La Carabine – Chasser ses démons

En marge d’une scène hip-hop montréalaise particulièrement friande des mouvances trap américaines, La Carabine se démarque avec une esthétique crue et sans compromis. Grâce à Chasser ses démons, un exceptionnel premier album en carrière, le duo obtiendra sans doute le succès qu’il mérite.

Photo de couverture : pochette de Chasser ses démons.

Originaires de Longueuil, Filion et Dominick Dom Polski se sont rencontrés vers la fin des années 1990 en faisant du skateboard tout près de l’école secondaire Jacques-Rousseau. En pleine adolescence, ils ont fait le saut dans le musique chacun de leur côté : le premier a accumulé les projets rap et hardcore, et le deuxième a joint les groupes hip-hop A.B.C. (Artists Branded Criminalz) et Dernier Akt.

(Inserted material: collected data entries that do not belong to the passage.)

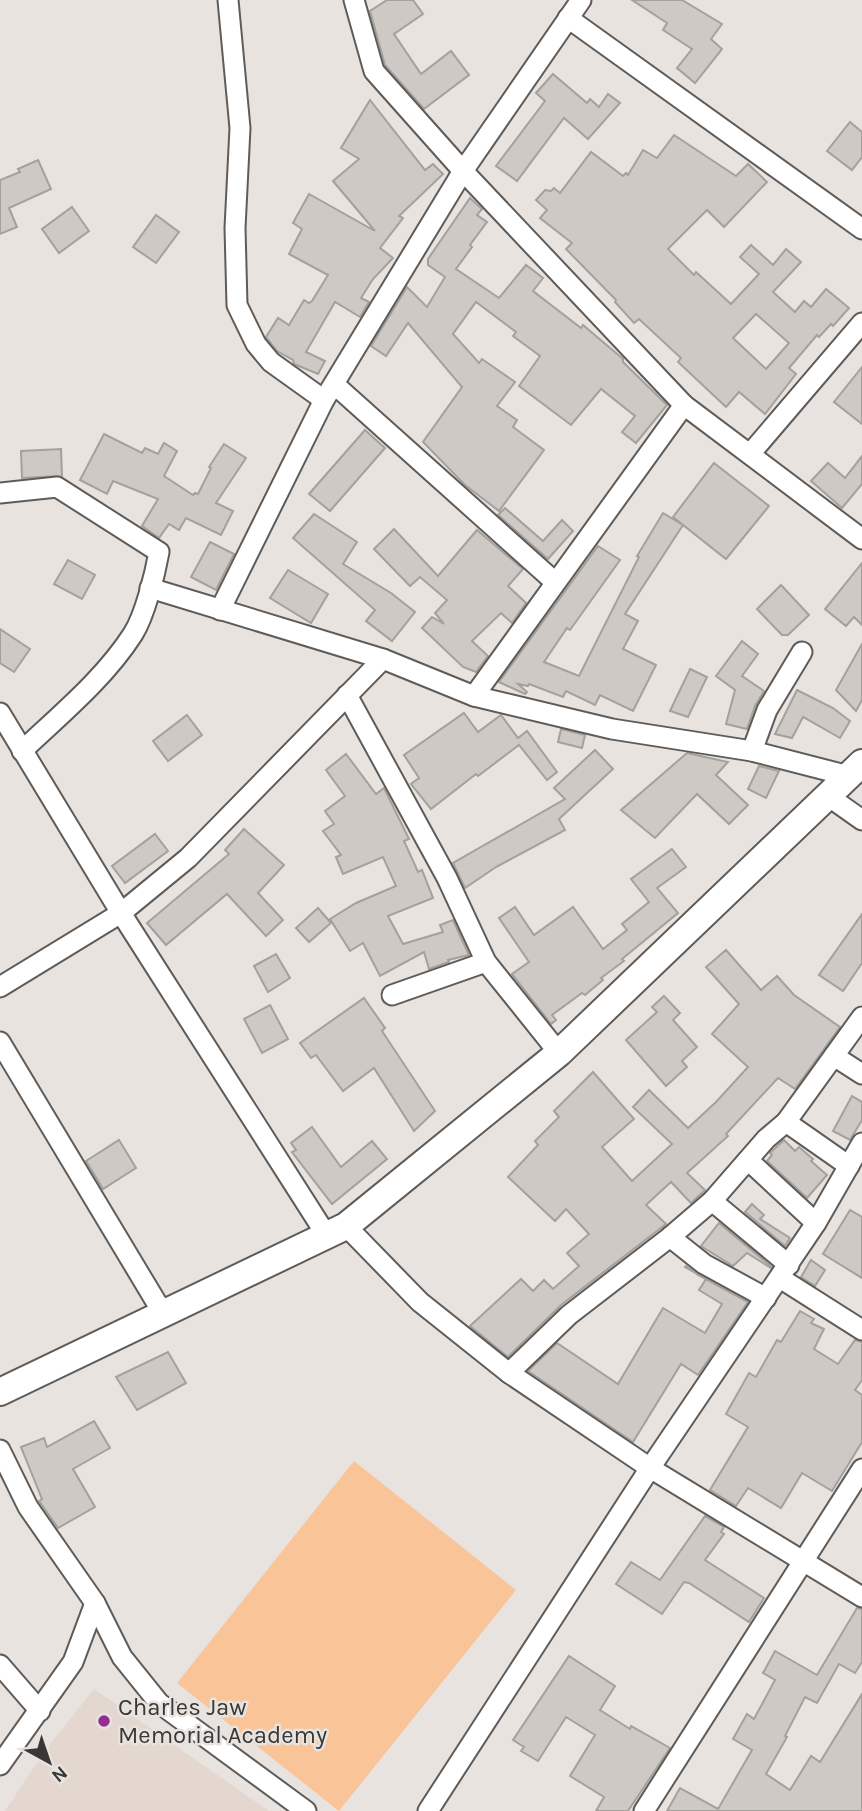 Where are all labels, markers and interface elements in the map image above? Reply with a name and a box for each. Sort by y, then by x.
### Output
place label: Charles Jaw Memorial Academy [118,1693,327,1749]
marker: Charles Jaw Memorial Academy [96,1713,112,1729]
north arrow [14,1727,84,1797]
text: N [47,1761,72,1787]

En 2006, ils se sont revus après avoir repris contact sur Myspace, émettant la volonté d’un jour joindre leurs forces afin d’élaborer un projet musical collaboratif. Sept années se sont finalement écoulées avant que La Carabine ne se forme officiellement dans un studio à Longueuil, à deux pas de l’école où ils avaient fait connaissance.

Portrait de profil en noir et blanc des deux rappeurs dos à dos.

Filion et Polski - Crédit : Patrick St-Arnaud.

En janvier 2015, le groupe, qui formait alors un trio avec le producteur JQuaid, a fait paraître son premier EP À corps perdu. Loin de générer un énorme engouement, ce mini-album s’est toutefois frayé un chemin sur les ondes des radios alternatives montréalaises et a permis au groupe de se produire sur quelques scènes en province.

Hommage au hip-hop des années 1990

Devant le départ précipité de leur compositeur, Filion et Polski se sont retroussé les manches afin de renouveler sciemment leur proposition artistique. Brillant résultat de ce concluant foisonnement créatif, durant lequel Polski aura été amené à échantillonner des bruits de porte, des vibrations de peigne à cheveux et des sons à la radio, Chasser ses démons carbure aux rythmes francs, aux bruits dissonants et aux échantillons lugubres.

Fans invétérés de l’esthétique rap new-yorkaise des années 1990, les deux complices en présentent une version actualisée et y intègrent une énergie punk décapante, qui se manifeste à la fois dans le flow acéré de Filion et la direction musicale brute de Polski.

Le ton est donné avec Vitamine, entrée en matière lo-fi à la rythmique discordante et à la mélodie jazzy épurée. Même genre de contraste ingénieux sur Cassette, pièce rehaussée par le surprenant flow virulent d’Alex Erian, chanteur de la formation deathcore Despised Icon.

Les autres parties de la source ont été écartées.